→ Extracted data:
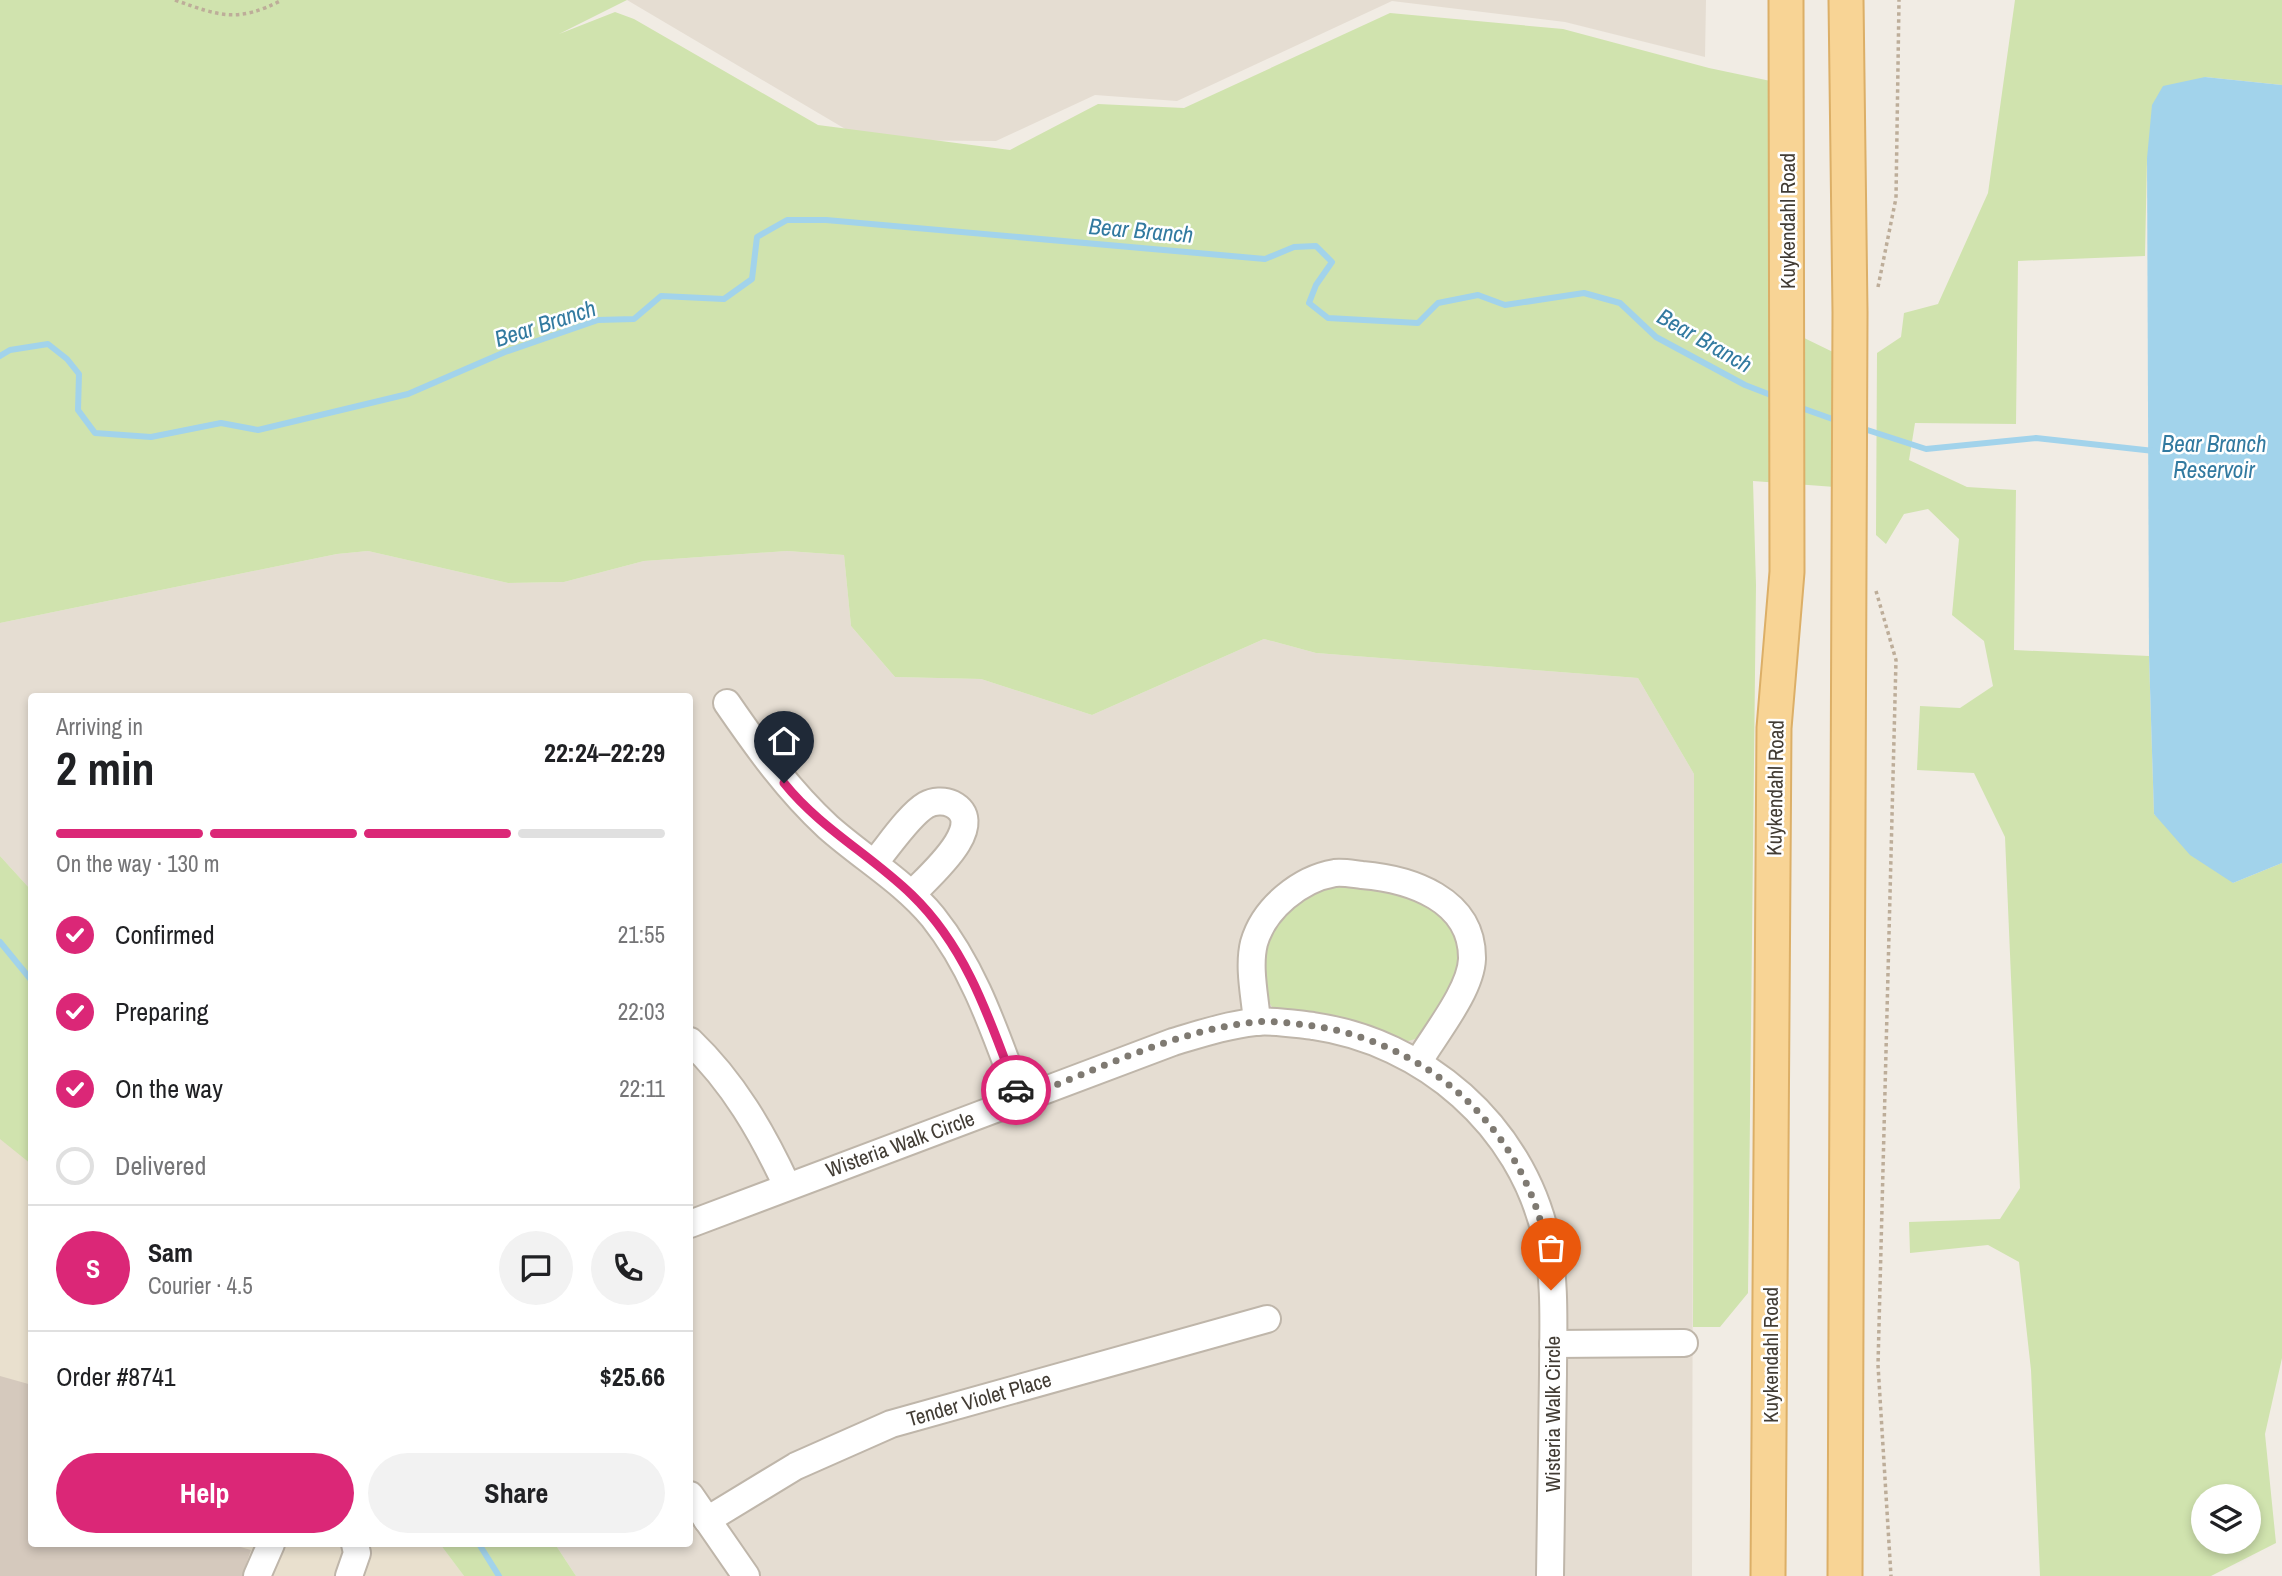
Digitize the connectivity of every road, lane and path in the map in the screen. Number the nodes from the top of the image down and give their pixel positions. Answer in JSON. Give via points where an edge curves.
{"nodes":[{"id":1,"x":175,"y":0,"type":"edge"},
{"id":2,"x":282,"y":0,"type":"edge"},
{"id":3,"x":1786,"y":0,"type":"edge"},
{"id":4,"x":1846,"y":0,"type":"edge"},
{"id":5,"x":1899,"y":0,"type":"edge"},
{"id":6,"x":1862,"y":306,"type":"junction"},
{"id":7,"x":1862,"y":578,"type":"junction"},
{"id":8,"x":727,"y":704,"type":"dead end"},
{"id":9,"x":875,"y":862,"type":"junction"},
{"id":10,"x":912,"y":894,"type":"junction"},
{"id":11,"x":1257,"y":1022,"type":"junction"},
{"id":12,"x":693,"y":1044,"type":"edge"},
{"id":13,"x":1419,"y":1061,"type":"junction"},
{"id":14,"x":1020,"y":1099,"type":"junction"},
{"id":15,"x":787,"y":1186,"type":"junction"},
{"id":16,"x":693,"y":1223,"type":"edge"},
{"id":17,"x":1267,"y":1320,"type":"dead end"},
{"id":18,"x":1684,"y":1343,"type":"dead end"},
{"id":19,"x":1553,"y":1344,"type":"junction"},
{"id":20,"x":693,"y":1499,"type":"edge"},
{"id":21,"x":708,"y":1520,"type":"junction"},
{"id":22,"x":270,"y":1547,"type":"edge"},
{"id":23,"x":356,"y":1547,"type":"edge"},
{"id":24,"x":257,"y":1576,"type":"edge"},
{"id":25,"x":349,"y":1576,"type":"edge"},
{"id":26,"x":746,"y":1576,"type":"edge"},
{"id":27,"x":1550,"y":1576,"type":"edge"},
{"id":28,"x":1768,"y":1576,"type":"edge"},
{"id":29,"x":1845,"y":1576,"type":"edge"},
{"id":30,"x":1891,"y":1576,"type":"edge"}],
"edges":[{"from":1,"to":2,"type":"path","via":[[241,17]]},
{"from":3,"to":28,"type":"main road","name":"Kuykendahl Road","via":[[1787,572],[1774,728]]},
{"from":4,"to":6,"type":"main road"},
{"from":5,"to":6,"type":"path","via":[[1896,198]]},
{"from":6,"to":7,"type":"main road"},
{"from":7,"to":29,"type":"main road"},
{"from":7,"to":30,"type":"path","via":[[1896,660],[1878,1365]]},
{"from":8,"to":9,"type":"street","via":[[797,798]]},
{"from":9,"to":10,"type":"street"},
{"from":9,"to":10,"type":"street","via":[[924,806],[937,801],[951,803],[962,812],[961,841]]},
{"from":10,"to":14,"type":"street","via":[[960,956],[982,998]]},
{"from":11,"to":13,"type":"street","name":"Wisteria Walk Circle","via":[[1341,1030]]},
{"from":11,"to":13,"type":"street","via":[[1254,943],[1264,921],[1280,903],[1295,889],[1337,873],[1387,877],[1426,890],[1448,904],[1461,919],[1472,957],[1469,977]]},
{"from":11,"to":14,"type":"street","name":"Wisteria Walk Circle","via":[[1173,1042]]},
{"from":12,"to":15,"type":"street","via":[[740,1098]]},
{"from":13,"to":19,"type":"street","name":"Wisteria Walk Circle","via":[[1479,1112],[1521,1174],[1546,1235]]},
{"from":14,"to":15,"type":"street","name":"Wisteria Walk Circle"},
{"from":15,"to":16,"type":"street","name":"Wisteria Walk Circle"},
{"from":17,"to":21,"type":"street","name":"Tender Violet Place","via":[[891,1424],[796,1466]]},
{"from":18,"to":19,"type":"street"},
{"from":19,"to":27,"type":"street","name":"Wisteria Walk Circle"},
{"from":20,"to":21,"type":"street"},
{"from":21,"to":26,"type":"street"},
{"from":22,"to":24,"type":"street"},
{"from":23,"to":25,"type":"street"}]}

→ Problem statement:
Make an exact copy of the listing. Do not carry over its pictures.

→ Answer for this exercise:
Digitize the connectivity of every road, lane and path in the map in the screen. Number the nodes from the top of the image down and give their pixel positions. Answer in JSON. Give via points where an edge curves.
{"nodes":[{"id":1,"x":175,"y":0,"type":"edge"},
{"id":2,"x":282,"y":0,"type":"edge"},
{"id":3,"x":1786,"y":0,"type":"edge"},
{"id":4,"x":1846,"y":0,"type":"edge"},
{"id":5,"x":1899,"y":0,"type":"edge"},
{"id":6,"x":1862,"y":306,"type":"junction"},
{"id":7,"x":1862,"y":578,"type":"junction"},
{"id":8,"x":727,"y":704,"type":"dead end"},
{"id":9,"x":875,"y":862,"type":"junction"},
{"id":10,"x":912,"y":894,"type":"junction"},
{"id":11,"x":1257,"y":1022,"type":"junction"},
{"id":12,"x":693,"y":1044,"type":"edge"},
{"id":13,"x":1419,"y":1061,"type":"junction"},
{"id":14,"x":1020,"y":1099,"type":"junction"},
{"id":15,"x":787,"y":1186,"type":"junction"},
{"id":16,"x":693,"y":1223,"type":"edge"},
{"id":17,"x":1267,"y":1320,"type":"dead end"},
{"id":18,"x":1684,"y":1343,"type":"dead end"},
{"id":19,"x":1553,"y":1344,"type":"junction"},
{"id":20,"x":693,"y":1499,"type":"edge"},
{"id":21,"x":708,"y":1520,"type":"junction"},
{"id":22,"x":270,"y":1547,"type":"edge"},
{"id":23,"x":356,"y":1547,"type":"edge"},
{"id":24,"x":257,"y":1576,"type":"edge"},
{"id":25,"x":349,"y":1576,"type":"edge"},
{"id":26,"x":746,"y":1576,"type":"edge"},
{"id":27,"x":1550,"y":1576,"type":"edge"},
{"id":28,"x":1768,"y":1576,"type":"edge"},
{"id":29,"x":1845,"y":1576,"type":"edge"},
{"id":30,"x":1891,"y":1576,"type":"edge"}],
"edges":[{"from":1,"to":2,"type":"path","via":[[241,17]]},
{"from":3,"to":28,"type":"main road","name":"Kuykendahl Road","via":[[1787,572],[1774,728]]},
{"from":4,"to":6,"type":"main road"},
{"from":5,"to":6,"type":"path","via":[[1896,198]]},
{"from":6,"to":7,"type":"main road"},
{"from":7,"to":29,"type":"main road"},
{"from":7,"to":30,"type":"path","via":[[1896,660],[1878,1365]]},
{"from":8,"to":9,"type":"street","via":[[797,798]]},
{"from":9,"to":10,"type":"street"},
{"from":9,"to":10,"type":"street","via":[[924,806],[937,801],[951,803],[962,812],[961,841]]},
{"from":10,"to":14,"type":"street","via":[[960,956],[982,998]]},
{"from":11,"to":13,"type":"street","name":"Wisteria Walk Circle","via":[[1341,1030]]},
{"from":11,"to":13,"type":"street","via":[[1254,943],[1264,921],[1280,903],[1295,889],[1337,873],[1387,877],[1426,890],[1448,904],[1461,919],[1472,957],[1469,977]]},
{"from":11,"to":14,"type":"street","name":"Wisteria Walk Circle","via":[[1173,1042]]},
{"from":12,"to":15,"type":"street","via":[[740,1098]]},
{"from":13,"to":19,"type":"street","name":"Wisteria Walk Circle","via":[[1479,1112],[1521,1174],[1546,1235]]},
{"from":14,"to":15,"type":"street","name":"Wisteria Walk Circle"},
{"from":15,"to":16,"type":"street","name":"Wisteria Walk Circle"},
{"from":17,"to":21,"type":"street","name":"Tender Violet Place","via":[[891,1424],[796,1466]]},
{"from":18,"to":19,"type":"street"},
{"from":19,"to":27,"type":"street","name":"Wisteria Walk Circle"},
{"from":20,"to":21,"type":"street"},
{"from":21,"to":26,"type":"street"},
{"from":22,"to":24,"type":"street"},
{"from":23,"to":25,"type":"street"}]}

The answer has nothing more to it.